Stored items
◆ ◆ ◆

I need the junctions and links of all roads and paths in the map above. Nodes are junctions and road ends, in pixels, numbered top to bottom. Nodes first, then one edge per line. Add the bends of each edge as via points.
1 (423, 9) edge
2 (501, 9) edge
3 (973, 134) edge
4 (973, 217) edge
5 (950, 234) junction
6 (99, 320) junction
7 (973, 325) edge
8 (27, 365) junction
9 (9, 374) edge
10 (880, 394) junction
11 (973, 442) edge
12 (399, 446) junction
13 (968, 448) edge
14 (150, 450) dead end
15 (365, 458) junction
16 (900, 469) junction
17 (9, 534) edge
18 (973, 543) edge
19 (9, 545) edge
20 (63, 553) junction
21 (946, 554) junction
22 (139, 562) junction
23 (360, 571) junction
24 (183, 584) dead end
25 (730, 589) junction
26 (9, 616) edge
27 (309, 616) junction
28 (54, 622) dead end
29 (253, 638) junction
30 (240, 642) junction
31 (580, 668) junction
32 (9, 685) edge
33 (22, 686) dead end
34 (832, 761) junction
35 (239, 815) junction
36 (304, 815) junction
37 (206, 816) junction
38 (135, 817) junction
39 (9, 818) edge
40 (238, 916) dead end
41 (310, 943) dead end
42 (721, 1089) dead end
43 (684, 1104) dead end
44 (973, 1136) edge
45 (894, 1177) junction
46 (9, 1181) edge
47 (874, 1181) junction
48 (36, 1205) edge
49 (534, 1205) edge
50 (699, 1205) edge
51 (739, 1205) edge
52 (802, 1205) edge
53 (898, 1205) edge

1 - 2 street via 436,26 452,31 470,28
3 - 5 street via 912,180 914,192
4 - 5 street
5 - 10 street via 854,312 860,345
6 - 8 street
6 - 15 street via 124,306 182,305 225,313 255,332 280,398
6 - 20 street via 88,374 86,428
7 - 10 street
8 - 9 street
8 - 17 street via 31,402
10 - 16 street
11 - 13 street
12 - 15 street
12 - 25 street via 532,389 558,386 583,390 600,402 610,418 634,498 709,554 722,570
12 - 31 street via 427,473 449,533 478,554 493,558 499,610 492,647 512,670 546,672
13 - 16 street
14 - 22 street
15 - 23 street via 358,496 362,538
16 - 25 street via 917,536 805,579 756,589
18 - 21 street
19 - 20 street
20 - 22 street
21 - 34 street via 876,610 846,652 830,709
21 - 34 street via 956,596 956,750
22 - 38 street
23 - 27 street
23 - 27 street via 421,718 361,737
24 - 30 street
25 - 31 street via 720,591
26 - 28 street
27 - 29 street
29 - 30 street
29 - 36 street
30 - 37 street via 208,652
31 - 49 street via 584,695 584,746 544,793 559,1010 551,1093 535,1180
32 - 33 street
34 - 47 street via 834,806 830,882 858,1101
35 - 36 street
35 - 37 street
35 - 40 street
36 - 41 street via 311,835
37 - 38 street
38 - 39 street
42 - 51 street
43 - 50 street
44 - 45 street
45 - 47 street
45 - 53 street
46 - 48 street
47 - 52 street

◆ ◆ ◆

• WHAT THE EXERCISE ASKS: All the lines above should be written out once more, exactly.

• RESULT OF THE TASK:
I need the junctions and links of all roads and paths in the map above. Nodes are junctions and road ends, in pixels, numbered top to bottom. Nodes first, then one edge per line. Add the bends of each edge as via points.
1 (423, 9) edge
2 (501, 9) edge
3 (973, 134) edge
4 (973, 217) edge
5 (950, 234) junction
6 (99, 320) junction
7 (973, 325) edge
8 (27, 365) junction
9 (9, 374) edge
10 (880, 394) junction
11 (973, 442) edge
12 (399, 446) junction
13 (968, 448) edge
14 (150, 450) dead end
15 (365, 458) junction
16 (900, 469) junction
17 (9, 534) edge
18 (973, 543) edge
19 (9, 545) edge
20 (63, 553) junction
21 (946, 554) junction
22 (139, 562) junction
23 (360, 571) junction
24 (183, 584) dead end
25 (730, 589) junction
26 (9, 616) edge
27 (309, 616) junction
28 (54, 622) dead end
29 (253, 638) junction
30 (240, 642) junction
31 (580, 668) junction
32 (9, 685) edge
33 (22, 686) dead end
34 (832, 761) junction
35 (239, 815) junction
36 (304, 815) junction
37 (206, 816) junction
38 (135, 817) junction
39 (9, 818) edge
40 (238, 916) dead end
41 (310, 943) dead end
42 (721, 1089) dead end
43 (684, 1104) dead end
44 (973, 1136) edge
45 (894, 1177) junction
46 (9, 1181) edge
47 (874, 1181) junction
48 (36, 1205) edge
49 (534, 1205) edge
50 (699, 1205) edge
51 (739, 1205) edge
52 (802, 1205) edge
53 (898, 1205) edge

1 - 2 street via 436,26 452,31 470,28
3 - 5 street via 912,180 914,192
4 - 5 street
5 - 10 street via 854,312 860,345
6 - 8 street
6 - 15 street via 124,306 182,305 225,313 255,332 280,398
6 - 20 street via 88,374 86,428
7 - 10 street
8 - 9 street
8 - 17 street via 31,402
10 - 16 street
11 - 13 street
12 - 15 street
12 - 25 street via 532,389 558,386 583,390 600,402 610,418 634,498 709,554 722,570
12 - 31 street via 427,473 449,533 478,554 493,558 499,610 492,647 512,670 546,672
13 - 16 street
14 - 22 street
15 - 23 street via 358,496 362,538
16 - 25 street via 917,536 805,579 756,589
18 - 21 street
19 - 20 street
20 - 22 street
21 - 34 street via 876,610 846,652 830,709
21 - 34 street via 956,596 956,750
22 - 38 street
23 - 27 street
23 - 27 street via 421,718 361,737
24 - 30 street
25 - 31 street via 720,591
26 - 28 street
27 - 29 street
29 - 30 street
29 - 36 street
30 - 37 street via 208,652
31 - 49 street via 584,695 584,746 544,793 559,1010 551,1093 535,1180
32 - 33 street
34 - 47 street via 834,806 830,882 858,1101
35 - 36 street
35 - 37 street
35 - 40 street
36 - 41 street via 311,835
37 - 38 street
38 - 39 street
42 - 51 street
43 - 50 street
44 - 45 street
45 - 47 street
45 - 53 street
46 - 48 street
47 - 52 street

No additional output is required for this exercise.